Comparing Models Over Time
As a final note on brms
models, there is a possiblity of
making interesting early stopping rules in a Bayesian framework. If you
have models fit to subsets of your data then the distPlot
function will show changes in the posterior distribution for some or all
of your parameters over time or over another subset variable.
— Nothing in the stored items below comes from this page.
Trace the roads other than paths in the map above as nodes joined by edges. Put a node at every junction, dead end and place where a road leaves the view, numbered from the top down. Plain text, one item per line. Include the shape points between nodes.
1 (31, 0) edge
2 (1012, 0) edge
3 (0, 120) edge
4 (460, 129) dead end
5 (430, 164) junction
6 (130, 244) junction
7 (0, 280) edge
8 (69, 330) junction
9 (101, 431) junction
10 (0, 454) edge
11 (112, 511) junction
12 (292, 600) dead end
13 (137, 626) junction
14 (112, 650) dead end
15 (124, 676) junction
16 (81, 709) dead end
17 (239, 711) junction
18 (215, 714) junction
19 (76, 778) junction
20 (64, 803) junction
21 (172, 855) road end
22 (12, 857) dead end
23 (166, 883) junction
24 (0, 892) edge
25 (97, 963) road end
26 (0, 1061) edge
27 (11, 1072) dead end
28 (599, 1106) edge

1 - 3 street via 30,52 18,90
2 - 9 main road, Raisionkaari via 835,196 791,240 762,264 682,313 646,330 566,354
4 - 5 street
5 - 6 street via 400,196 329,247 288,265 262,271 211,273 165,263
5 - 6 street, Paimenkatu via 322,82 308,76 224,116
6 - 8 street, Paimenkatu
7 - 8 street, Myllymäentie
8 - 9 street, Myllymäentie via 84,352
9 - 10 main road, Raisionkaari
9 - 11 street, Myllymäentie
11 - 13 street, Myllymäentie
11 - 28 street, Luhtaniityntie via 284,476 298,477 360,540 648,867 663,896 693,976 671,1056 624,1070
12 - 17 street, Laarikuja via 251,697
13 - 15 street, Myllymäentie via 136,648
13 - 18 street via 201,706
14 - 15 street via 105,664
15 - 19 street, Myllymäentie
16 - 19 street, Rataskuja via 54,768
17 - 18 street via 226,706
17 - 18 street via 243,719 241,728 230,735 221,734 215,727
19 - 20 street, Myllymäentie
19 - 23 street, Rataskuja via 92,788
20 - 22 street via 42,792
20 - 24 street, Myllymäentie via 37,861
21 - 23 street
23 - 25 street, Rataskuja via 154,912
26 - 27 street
Here the
growth trend plots are also a legend for the time of each posterior
distribution.
print(load(url("https://raw.githubusercontent.com/joshqsumner/pcvrTestData/main/brmsFits.rdata")))
from3to25 <- list(
fit_3, fit_5, fit_7, fit_9, fit_11, fit_13,
fit_15, fit_17, fit_19, fit_21, fit_23, fit_25
)
distributionPlot(fits = from3to25, form = y ~ time | id / group, params = c("A", "B", "C"), d = simdf)
Other Resources
The supported models in pcvr
are meant to lower the
barrier to entry for complex models using brms
and
Stan
. While there are lots of options using these growth
models there are many many more options using brms
directly
and still more is possible programming directly in Stan
. If
you take an interest in developing more and more nuanced models then
please see the brms
documentation, Stan
documentation, or stan
forums. For models that you think may have broader appeal for high
throughput plant phenotyping please raise an issue on github and help the
DDPSC data science team understand what the desired model is/where
existing options fall short for your needs.